Although there is one Project Manager in-charge of the Project ,managing the project is not and should never a one man show.Managing the project is a collaborative effort that defines the success or failure of project.Project risks are multidimensional with different pattern of risks requiring inputs from different sources internal as well external which can only be ideally managed through participative project management .This is the reason why the democratic system has succeeded in governing a countries the world over.

The project management style depends on organizational style (Style if one of the strategical variables to take into account). No project manager will survive inside an organization if her/his style is not aligned with the organizational style.

The agile approach encourages develper/designer collaboration, cooperation, team ownership and accountability.

Influencing using rapport, bargaining and outlining consequence of delay works for most team members. Sometimes escalation is needed to clarify conflicting priorities outside a project. I think It depends on the individual. Many Individuals and line managers will stop listening if too much is getting escalated.

Even some black and white cases where the authoritarian approach seems obvious, like a contracting company not delivering to schedule, may backfire if contractor downs tools and decides to play the waiting game. In short when to use the authoritarian approach needs to be carefully considered.

Using influence or authority to get work done has been a debate in many industries and managing cultures. In project management, even when our organizations subscribe to an authoritarian approach to management, we still can and do use our influence within our project teams to get work accomplished.
Overall, I have found that the more collaborative and participatory the project environment has been on my projects, the better the project and product outcomes have been. As project managers we have the responsibility to create and protect that environment.
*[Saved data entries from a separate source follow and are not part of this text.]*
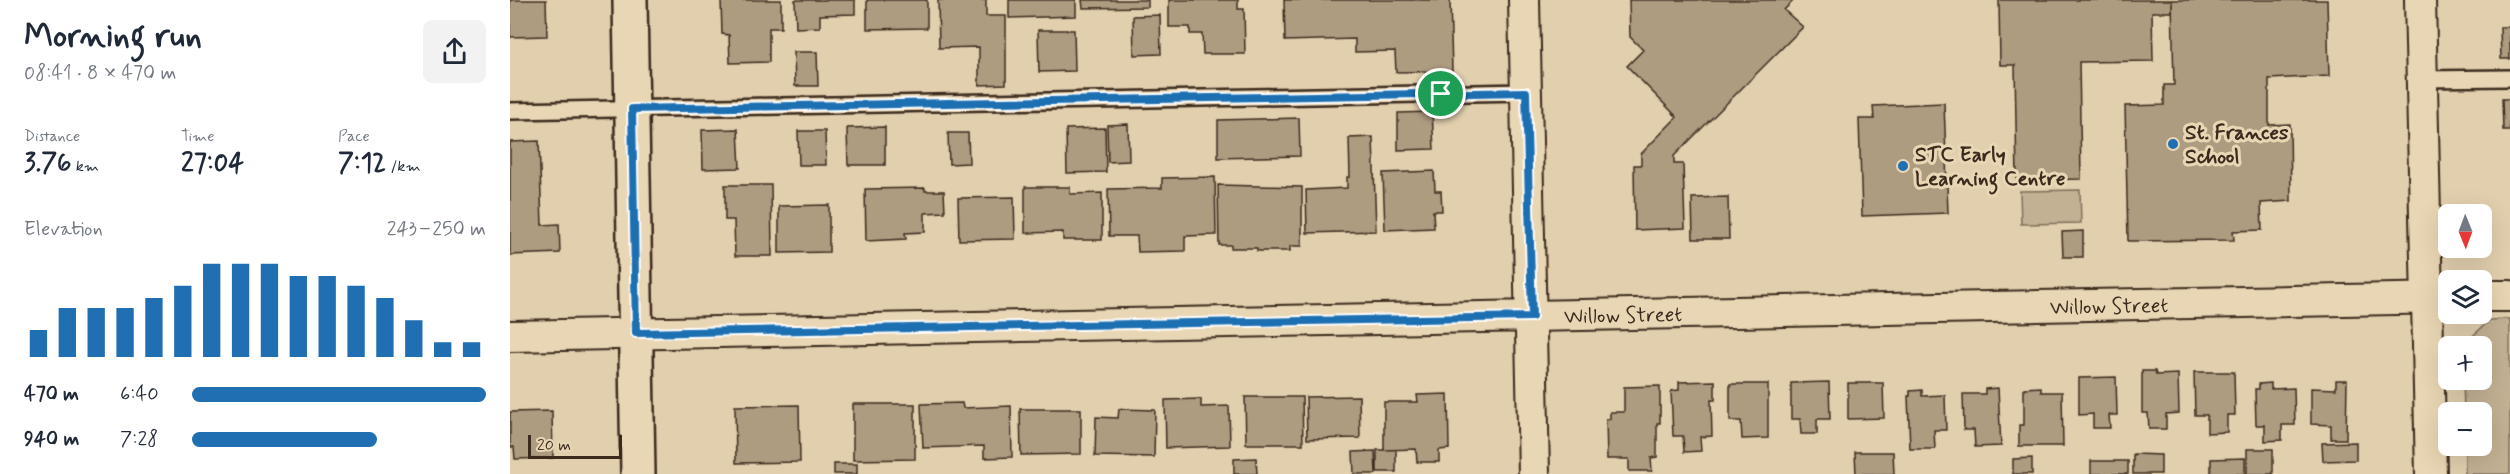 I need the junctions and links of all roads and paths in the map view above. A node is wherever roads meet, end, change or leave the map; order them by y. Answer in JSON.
{"nodes":[{"id":1,"x":630,"y":0,"type":"edge"},
{"id":2,"x":1524,"y":0,"type":"edge"},
{"id":3,"x":2420,"y":0,"type":"edge"},
{"id":4,"x":2510,"y":78,"type":"edge"},
{"id":5,"x":2421,"y":79,"type":"junction"},
{"id":6,"x":1526,"y":92,"type":"junction"},
{"id":7,"x":632,"y":109,"type":"junction"},
{"id":8,"x":510,"y":111,"type":"edge"},
{"id":9,"x":2492,"y":296,"type":"edge"},
{"id":10,"x":2510,"y":296,"type":"edge"},
{"id":11,"x":2438,"y":299,"type":"edge"},
{"id":12,"x":1532,"y":317,"type":"junction"},
{"id":13,"x":636,"y":333,"type":"junction"},
{"id":14,"x":510,"y":336,"type":"edge"},
{"id":15,"x":638,"y":474,"type":"edge"},
{"id":16,"x":1534,"y":474,"type":"edge"},
{"id":17,"x":2431,"y":474,"type":"edge"}],
"edges":[{"from":1,"to":7,"type":"street"},
{"from":2,"to":6,"type":"street"},
{"from":3,"to":5,"type":"street"},
{"from":4,"to":5,"type":"lane"},
{"from":5,"to":11,"type":"street"},
{"from":6,"to":7,"type":"lane"},
{"from":6,"to":12,"type":"street"},
{"from":7,"to":8,"type":"lane"},
{"from":7,"to":13,"type":"street"},
{"from":9,"to":10,"type":"street"},
{"from":11,"to":12,"type":"street","name":"Willow Street"},
{"from":11,"to":17,"type":"street"},
{"from":12,"to":13,"type":"street","name":"Willow Street"},
{"from":12,"to":16,"type":"street"},
{"from":13,"to":14,"type":"street","name":"Willow Street"},
{"from":13,"to":15,"type":"street"}]}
If I have my druthers, I like participatory managers who listen to the project team, and then make a decision that takes into account the team's ideas and concerns. It should be noted, that often a PM will still make decisions that appear counter to the team's desires, this can be due to many things, such as expectations from those higher up in the food chain, or other constraints that have been placed on the PM.

Hi Marian: Great article. In my personal experience, I have found that inspiring teams brings the greatest project and team outcomes. I guess that would fall under participatory leadership style?

Making influence part of the team, we can have the team by itself to get aligned with Business or project strategy. However at times is necessary a bit of authority to make realignment faster.

For me a blend of both with caution is not bad. Thru the timeline it's important to help the team to understand the business objectives.

Teams represent a microcosm of democracy. It is said that a fully functional democracy is one where people are heard and their ideas implemented. Conceptually Agile is based on these fundamentals. Having volunteered extensively for furthering the Right to Information Act (RTI) in India (US has Freedom of Information) for bringing change in Education and road infrastructure, I applied the essence of RTI in my teams at work. It worked wonders - how people responded and how the team performance improve manifolds. While a blog post on this had remained in works for several years, a short description is captured here I love playing with these ideas to Inspire teams

Excellent Authoritarian vs. Participatory Project Management. thanks.

Dictatorship may yield results but not always whereas the other approach Participatory Project management makes each stakeholder in the project important and also contribute towards project success.

I fail to be believe that authoritarian style works best in rigid organizations or govt. or military situations. There are corporate organizations that are as rigid as any govt establishment.

I believe a mix of both the style is essential.